> Records for this task:
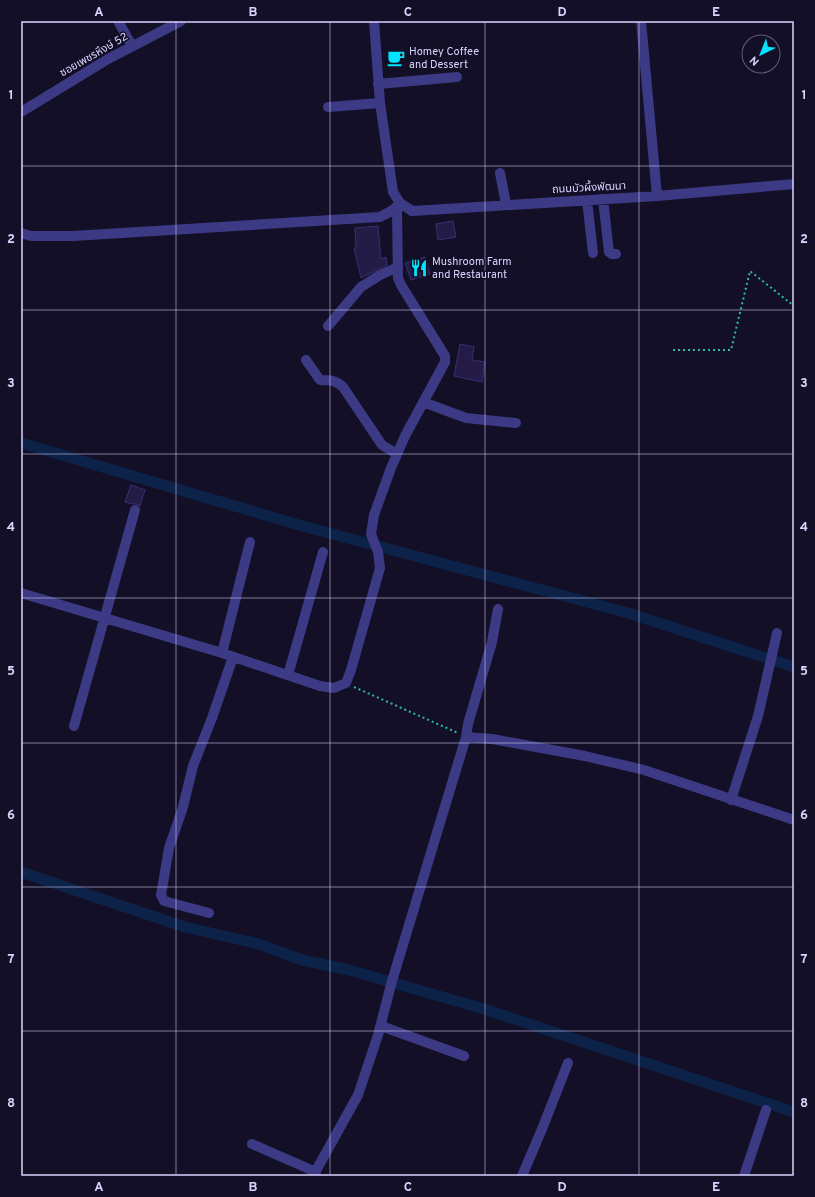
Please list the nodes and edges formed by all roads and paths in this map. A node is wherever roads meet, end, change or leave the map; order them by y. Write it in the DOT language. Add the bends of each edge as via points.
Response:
graph roads {
  1 [pos="118,21"];
  2 [pos="181,21"];
  3 [pos="374,21"];
  4 [pos="641,21"];
  5 [pos="132,46"];
  6 [pos="457,77"];
  7 [pos="378,84"];
  8 [pos="380,103"];
  9 [pos="328,107"];
  10 [pos="21,112"];
  11 [pos="500,173"];
  12 [pos="794,184"];
  13 [pos="657,196"];
  14 [pos="603,199"];
  15 [pos="587,200"];
  16 [pos="400,203"];
  17 [pos="506,204"];
  18 [pos="21,233"];
  19 [pos="593,252"];
  20 [pos="616,254"];
  21 [pos="398,267"];
  22 [pos="794,306"];
  23 [pos="328,326"];
  24 [pos="673,350"];
  25 [pos="306,360"];
  26 [pos="423,402"];
  27 [pos="516,423"];
  28 [pos="397,454"];
  29 [pos="135,510"];
  30 [pos="250,542"];
  31 [pos="324,552"];
  32 [pos="21,594"];
  33 [pos="498,609"];
  34 [pos="104,617"];
  35 [pos="777,633"];
  36 [pos="222,653"];
  37 [pos="233,657"];
  38 [pos="288,675"];
  39 [pos="346,683"];
  40 [pos="74,726"];
  41 [pos="466,737"];
  42 [pos="731,800"];
  43 [pos="794,820"];
  44 [pos="209,913"];
  45 [pos="380,1026"];
  46 [pos="464,1056"];
  47 [pos="568,1063"];
  48 [pos="766,1110"];
  49 [pos="252,1144"];
  50 [pos="315,1174"];
  51 [pos="522,1176"];
  52 [pos="744,1176"];
  1 -- 5 [label="street"];
  2 -- 5 [label="street, ซอยเพชรหึงษ์ 52"];
  3 -- 7 [label="street"];
  4 -- 13 [label="street"];
  5 -- 10 [label="street, ซอยเพชรหึงษ์ 52"];
  6 -- 7 [label="street"];
  7 -- 8 [label="street"];
  8 -- 9 [label="street"];
  8 -- 16 [label="street" via="393,192"];
  11 -- 17 [label="street"];
  12 -- 13 [label="street, ถนนบัวผึ้งพัฒนา"];
  13 -- 14 [label="street, ถนนบัวผึ้งพัฒนา"];
  14 -- 15 [label="street, ถนนบัวผึ้งพัฒนา"];
  14 -- 20 [label="street" via="609,252"];
  15 -- 17 [label="street, ถนนบัวผึ้งพัฒนา"];
  15 -- 19 [label="street"];
  16 -- 17 [label="street, ถนนบัวผึ้งพัฒนา" via="412,211"];
  16 -- 18 [label="street" via="380,217 72,236 31,236"];
  16 -- 21 [label="street" via="396,211"];
  21 -- 23 [label="street" via="361,287"];
  21 -- 26 [label="street" via="401,285 445,356 445,362"];
  22 -- 24 [label="path" via="750,271 731,350"];
  25 -- 28 [label="street" via="320,380 337,381 343,387 382,445"];
  26 -- 27 [label="street" via="466,418"];
  26 -- 28 [label="street"];
  28 -- 39 [label="street" via="374,515 371,534 378,552 380,568"];
  29 -- 34 [label="street"];
  30 -- 36 [label="street"];
  31 -- 38 [label="street"];
  32 -- 34 [label="street"];
  33 -- 41 [label="street" via="492,642"];
  34 -- 36 [label="street"];
  34 -- 40 [label="street"];
  35 -- 42 [label="street" via="758,716"];
  36 -- 37 [label="street"];
  37 -- 38 [label="street"];
  37 -- 44 [label="street" via="193,766 169,848 161,895 164,901"];
  38 -- 39 [label="street" via="334,688"];
  39 -- 41 [label="path"];
  41 -- 42 [label="street" via="492,739 585,756 644,770"];
  41 -- 45 [label="street"];
  42 -- 43 [label="street"];
  45 -- 46 [label="street"];
  45 -- 50 [label="street" via="358,1095"];
  47 -- 51 [label="street"];
  48 -- 52 [label="street"];
  49 -- 50 [label="street"];
}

> Exercise directions: Answer with a single number, the count of lines above that contain "roads".

> Answer box: 2